4. Open a browser window at `http://localhost:8787/`
5. Sign in to RStudio using `Username: rstudio` and `Password: bioc`
You have now a running instance of all the software needed to reproduce the analysis.
## Running the code
The following steps will guide you through running the analsysis:
1. Within RStudio, navigate to `cytmapper_publication`
2. By clicking `cytomapper_publication.Rproj`, open the correct R project
3. Navigate to `analysis` and run the scripts in the provided order
Further instructions can be found in the individual scripts.
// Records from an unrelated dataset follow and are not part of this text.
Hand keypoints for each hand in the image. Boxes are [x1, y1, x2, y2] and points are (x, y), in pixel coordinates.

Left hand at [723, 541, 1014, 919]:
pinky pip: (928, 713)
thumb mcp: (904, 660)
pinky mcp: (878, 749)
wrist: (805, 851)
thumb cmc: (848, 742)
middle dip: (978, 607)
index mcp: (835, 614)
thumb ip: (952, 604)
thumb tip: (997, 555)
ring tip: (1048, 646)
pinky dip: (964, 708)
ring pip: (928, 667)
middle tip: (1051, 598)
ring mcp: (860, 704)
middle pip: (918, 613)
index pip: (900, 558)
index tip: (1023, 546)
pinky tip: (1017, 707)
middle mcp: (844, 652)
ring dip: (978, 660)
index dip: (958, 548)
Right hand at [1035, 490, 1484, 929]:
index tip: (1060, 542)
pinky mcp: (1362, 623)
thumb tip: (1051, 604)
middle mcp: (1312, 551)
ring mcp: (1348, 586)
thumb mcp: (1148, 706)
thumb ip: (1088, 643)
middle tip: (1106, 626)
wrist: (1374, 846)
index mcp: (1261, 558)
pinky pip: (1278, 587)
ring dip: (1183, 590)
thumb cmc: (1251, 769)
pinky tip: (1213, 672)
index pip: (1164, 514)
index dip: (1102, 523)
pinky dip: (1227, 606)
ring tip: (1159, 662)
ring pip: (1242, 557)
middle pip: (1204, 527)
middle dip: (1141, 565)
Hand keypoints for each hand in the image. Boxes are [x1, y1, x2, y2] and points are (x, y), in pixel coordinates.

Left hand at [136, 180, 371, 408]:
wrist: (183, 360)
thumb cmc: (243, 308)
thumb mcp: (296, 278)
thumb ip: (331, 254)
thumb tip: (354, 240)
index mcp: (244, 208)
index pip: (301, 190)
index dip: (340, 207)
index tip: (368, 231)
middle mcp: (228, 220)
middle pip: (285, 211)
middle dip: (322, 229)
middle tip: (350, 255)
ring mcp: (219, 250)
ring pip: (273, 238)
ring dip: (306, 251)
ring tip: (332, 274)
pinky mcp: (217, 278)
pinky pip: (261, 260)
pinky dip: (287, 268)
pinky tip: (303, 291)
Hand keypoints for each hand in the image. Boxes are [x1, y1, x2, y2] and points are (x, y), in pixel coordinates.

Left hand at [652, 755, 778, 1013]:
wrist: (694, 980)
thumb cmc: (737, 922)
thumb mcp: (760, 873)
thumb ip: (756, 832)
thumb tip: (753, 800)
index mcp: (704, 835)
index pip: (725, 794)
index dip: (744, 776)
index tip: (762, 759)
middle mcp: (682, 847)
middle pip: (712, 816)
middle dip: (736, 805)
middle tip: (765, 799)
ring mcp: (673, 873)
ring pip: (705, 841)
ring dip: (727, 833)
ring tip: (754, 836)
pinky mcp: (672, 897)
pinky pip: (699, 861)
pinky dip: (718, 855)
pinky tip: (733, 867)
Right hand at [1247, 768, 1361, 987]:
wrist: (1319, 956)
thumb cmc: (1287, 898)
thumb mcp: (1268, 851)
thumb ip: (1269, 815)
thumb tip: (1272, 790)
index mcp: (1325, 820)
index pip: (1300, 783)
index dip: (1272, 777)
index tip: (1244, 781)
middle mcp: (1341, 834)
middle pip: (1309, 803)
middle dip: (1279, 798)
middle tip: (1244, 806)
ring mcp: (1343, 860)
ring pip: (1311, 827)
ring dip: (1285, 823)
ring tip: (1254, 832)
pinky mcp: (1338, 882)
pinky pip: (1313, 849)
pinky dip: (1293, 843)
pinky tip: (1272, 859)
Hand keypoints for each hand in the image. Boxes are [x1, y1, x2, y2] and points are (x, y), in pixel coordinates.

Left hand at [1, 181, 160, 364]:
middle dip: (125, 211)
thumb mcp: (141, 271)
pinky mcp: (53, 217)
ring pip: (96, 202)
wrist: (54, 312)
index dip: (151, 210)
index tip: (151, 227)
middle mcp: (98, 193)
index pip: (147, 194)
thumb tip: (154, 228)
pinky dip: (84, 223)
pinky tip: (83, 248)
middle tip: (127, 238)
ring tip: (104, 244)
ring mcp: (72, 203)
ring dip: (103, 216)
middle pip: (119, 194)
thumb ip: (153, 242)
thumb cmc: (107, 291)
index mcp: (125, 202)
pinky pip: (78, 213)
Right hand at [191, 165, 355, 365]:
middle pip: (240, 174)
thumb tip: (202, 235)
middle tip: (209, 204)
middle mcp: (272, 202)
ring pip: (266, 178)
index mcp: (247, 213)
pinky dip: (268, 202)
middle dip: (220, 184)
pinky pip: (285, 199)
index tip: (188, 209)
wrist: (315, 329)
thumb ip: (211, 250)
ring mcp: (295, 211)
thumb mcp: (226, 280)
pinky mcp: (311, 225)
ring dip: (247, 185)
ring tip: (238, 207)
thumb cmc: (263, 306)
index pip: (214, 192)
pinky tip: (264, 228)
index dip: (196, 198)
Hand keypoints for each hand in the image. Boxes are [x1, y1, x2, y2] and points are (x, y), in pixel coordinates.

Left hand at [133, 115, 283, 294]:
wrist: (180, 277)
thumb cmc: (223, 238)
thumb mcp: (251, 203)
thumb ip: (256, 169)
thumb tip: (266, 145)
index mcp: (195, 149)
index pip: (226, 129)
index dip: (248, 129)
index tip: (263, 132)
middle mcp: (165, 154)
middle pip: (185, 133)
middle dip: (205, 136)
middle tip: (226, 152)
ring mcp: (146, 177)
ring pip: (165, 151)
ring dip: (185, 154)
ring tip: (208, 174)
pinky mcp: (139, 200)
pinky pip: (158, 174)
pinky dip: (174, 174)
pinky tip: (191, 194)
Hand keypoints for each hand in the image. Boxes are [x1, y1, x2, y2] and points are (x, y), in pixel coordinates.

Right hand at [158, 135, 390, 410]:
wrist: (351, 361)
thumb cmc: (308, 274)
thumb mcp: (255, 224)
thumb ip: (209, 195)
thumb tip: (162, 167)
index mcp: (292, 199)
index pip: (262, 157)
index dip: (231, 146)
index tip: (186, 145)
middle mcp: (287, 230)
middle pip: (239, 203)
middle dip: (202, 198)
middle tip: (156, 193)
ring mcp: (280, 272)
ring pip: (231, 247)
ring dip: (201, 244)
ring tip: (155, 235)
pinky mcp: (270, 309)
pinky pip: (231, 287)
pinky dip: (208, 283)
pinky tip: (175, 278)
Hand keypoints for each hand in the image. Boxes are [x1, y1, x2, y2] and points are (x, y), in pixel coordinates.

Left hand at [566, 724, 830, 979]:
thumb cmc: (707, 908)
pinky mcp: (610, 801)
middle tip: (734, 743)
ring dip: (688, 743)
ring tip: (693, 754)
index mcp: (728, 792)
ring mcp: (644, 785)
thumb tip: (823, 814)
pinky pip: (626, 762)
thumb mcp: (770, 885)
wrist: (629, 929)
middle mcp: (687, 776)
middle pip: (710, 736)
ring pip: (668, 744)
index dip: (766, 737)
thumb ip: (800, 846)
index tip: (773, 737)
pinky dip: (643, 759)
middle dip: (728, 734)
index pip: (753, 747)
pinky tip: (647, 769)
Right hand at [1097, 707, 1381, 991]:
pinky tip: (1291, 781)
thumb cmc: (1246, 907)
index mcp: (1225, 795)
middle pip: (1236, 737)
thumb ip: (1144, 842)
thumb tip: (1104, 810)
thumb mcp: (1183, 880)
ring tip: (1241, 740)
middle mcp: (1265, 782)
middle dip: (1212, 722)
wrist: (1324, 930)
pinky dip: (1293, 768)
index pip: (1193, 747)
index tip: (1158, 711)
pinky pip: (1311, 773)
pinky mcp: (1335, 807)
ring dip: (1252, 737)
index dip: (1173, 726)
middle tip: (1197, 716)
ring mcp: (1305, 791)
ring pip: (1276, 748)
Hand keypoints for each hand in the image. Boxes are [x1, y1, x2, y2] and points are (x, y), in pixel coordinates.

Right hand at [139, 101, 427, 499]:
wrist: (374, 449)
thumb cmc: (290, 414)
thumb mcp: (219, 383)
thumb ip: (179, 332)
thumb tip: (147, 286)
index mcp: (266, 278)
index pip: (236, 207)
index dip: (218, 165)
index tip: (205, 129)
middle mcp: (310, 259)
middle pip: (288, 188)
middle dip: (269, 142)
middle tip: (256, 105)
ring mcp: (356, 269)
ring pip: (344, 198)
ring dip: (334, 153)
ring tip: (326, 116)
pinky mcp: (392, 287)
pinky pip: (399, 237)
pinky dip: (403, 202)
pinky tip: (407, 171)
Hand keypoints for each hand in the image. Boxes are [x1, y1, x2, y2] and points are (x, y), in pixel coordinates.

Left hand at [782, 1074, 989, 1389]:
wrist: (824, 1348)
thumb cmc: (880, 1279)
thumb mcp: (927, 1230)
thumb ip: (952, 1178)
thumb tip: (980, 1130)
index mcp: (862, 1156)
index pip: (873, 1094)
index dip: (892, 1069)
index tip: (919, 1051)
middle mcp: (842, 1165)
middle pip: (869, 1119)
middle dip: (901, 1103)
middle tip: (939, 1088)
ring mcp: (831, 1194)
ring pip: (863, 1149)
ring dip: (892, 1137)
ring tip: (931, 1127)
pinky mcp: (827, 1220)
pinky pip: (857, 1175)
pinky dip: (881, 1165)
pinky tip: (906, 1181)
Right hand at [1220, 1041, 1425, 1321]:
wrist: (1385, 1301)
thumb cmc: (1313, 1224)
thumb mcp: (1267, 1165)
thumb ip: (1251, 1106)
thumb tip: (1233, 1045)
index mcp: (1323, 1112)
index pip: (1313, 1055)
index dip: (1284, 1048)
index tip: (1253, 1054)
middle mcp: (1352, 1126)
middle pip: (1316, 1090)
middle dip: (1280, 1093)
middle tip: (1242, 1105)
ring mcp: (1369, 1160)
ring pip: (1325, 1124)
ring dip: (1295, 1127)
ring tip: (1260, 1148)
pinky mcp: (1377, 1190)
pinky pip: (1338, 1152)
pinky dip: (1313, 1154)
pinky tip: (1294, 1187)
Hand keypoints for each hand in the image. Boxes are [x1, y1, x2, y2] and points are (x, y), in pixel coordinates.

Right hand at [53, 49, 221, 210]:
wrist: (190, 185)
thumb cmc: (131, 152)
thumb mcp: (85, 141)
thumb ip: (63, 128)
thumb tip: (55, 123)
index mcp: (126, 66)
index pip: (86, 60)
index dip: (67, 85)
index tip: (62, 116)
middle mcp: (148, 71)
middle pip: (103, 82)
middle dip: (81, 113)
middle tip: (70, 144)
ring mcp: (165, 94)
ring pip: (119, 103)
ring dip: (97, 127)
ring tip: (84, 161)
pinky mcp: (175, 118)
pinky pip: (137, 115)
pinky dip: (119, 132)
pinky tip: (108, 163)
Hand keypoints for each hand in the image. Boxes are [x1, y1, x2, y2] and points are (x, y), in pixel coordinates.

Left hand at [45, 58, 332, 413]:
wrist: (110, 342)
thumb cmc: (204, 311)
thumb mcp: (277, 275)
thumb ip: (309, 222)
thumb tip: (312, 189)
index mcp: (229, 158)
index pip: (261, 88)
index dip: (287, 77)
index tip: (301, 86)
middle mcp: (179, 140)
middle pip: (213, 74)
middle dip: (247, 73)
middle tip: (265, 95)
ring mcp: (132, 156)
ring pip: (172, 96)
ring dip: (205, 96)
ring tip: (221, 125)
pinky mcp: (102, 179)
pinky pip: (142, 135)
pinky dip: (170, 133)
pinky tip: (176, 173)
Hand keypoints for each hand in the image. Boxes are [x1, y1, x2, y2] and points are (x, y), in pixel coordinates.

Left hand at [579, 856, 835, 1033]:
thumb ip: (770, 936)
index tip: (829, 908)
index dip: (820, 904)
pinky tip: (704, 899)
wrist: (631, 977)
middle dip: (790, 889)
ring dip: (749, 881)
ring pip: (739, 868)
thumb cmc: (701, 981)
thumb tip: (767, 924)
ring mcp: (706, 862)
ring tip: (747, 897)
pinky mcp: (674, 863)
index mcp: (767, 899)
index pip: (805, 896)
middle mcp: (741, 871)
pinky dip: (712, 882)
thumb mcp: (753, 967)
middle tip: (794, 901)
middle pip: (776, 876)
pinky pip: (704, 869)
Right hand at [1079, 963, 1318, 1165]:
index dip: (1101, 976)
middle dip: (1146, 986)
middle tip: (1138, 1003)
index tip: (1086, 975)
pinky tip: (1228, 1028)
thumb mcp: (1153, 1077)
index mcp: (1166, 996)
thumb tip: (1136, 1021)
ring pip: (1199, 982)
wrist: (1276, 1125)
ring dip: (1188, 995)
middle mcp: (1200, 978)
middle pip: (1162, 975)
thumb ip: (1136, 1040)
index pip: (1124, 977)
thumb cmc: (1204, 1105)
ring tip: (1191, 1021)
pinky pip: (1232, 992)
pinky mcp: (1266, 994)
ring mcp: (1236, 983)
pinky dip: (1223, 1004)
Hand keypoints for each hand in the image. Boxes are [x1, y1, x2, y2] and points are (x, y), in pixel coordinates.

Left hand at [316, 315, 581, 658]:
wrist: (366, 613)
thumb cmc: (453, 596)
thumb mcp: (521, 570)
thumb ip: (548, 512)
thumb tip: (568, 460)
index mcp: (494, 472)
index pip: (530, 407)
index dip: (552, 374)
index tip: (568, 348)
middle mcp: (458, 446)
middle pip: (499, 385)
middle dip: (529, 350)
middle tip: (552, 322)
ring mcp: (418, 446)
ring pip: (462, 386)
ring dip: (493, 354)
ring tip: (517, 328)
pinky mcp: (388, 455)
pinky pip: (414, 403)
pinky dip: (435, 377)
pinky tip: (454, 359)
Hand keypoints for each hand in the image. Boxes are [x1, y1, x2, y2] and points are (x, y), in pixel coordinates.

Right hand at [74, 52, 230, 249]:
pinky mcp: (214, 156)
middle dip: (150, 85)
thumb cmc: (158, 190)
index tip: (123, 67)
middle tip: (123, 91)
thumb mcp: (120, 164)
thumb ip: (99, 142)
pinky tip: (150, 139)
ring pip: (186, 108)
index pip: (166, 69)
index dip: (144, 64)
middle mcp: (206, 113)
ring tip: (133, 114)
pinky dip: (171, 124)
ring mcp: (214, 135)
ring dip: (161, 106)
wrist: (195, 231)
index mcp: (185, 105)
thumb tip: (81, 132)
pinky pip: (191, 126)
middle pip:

## Installing `cytomapper`
The `cytomapper` version used for the bioRxiv submission can be installed via:
```r
install.packages(c("devtools", "workflowr", "tidyverse"))
devtools::install_github("BodenmillerGroup/cytomapper@v1.1.2")
```
The Bioconductor release version of `cytomapper` can be obtained from [Bioconductor](https://www.bioconductor.org/packages/release/bioc/html/cytomapper.html).
The following code will also install additional packages needed to perform the analysis.
```r
if (!requireNamespace("BiocManager", quietly = TRUE))
install.packages("BiocManager")
BiocManager::install(c("cytomapper", "workflowr", "tidyverse"))
```
The Bioconductor development version of `cytomapper` can be installed via:
```r
if (!requireNamespace("BiocManager", quietly = TRUE))
install.packages("BiocManager")
BiocManager::install(version = "3.12", update = TRUE, ask = FALSE)
BiocManager::install(c("cytomapper", "workflowr", "tidyverse"))
```
## Data
The example dataset used for this analysis has been published in:
[https://www.cell.com/cell-metabolism/fulltext/S1550-4131(18)30691-0](https://www.cell.com/cell-metabolism/fulltext/S1550-4131(18)30691-0)
The dataset is available for download from Mendeley Data: [http://dx.doi.org/10.17632/cydmwsfztj.2](http://dx.doi.org/10.17632/cydmwsfztj.2)
Specifically, the following files are used in the current analysis:
- `CellSubset`: Single cell data for a subset of 100 images from the original publication.
- `ImageSubset`: Image stacks for a subset of 100 images from the original publication.
- `Masks`: Cell masks as TIFF files.
- `Image`: Image metadata.
- `CellTypes`: Cell type information.
- `Donors`: Pancreas donors metadata.
- `Panel`: Antibody panel.
- `ChannelMass`: File used to match channels (stack slices) and metals (antibodies).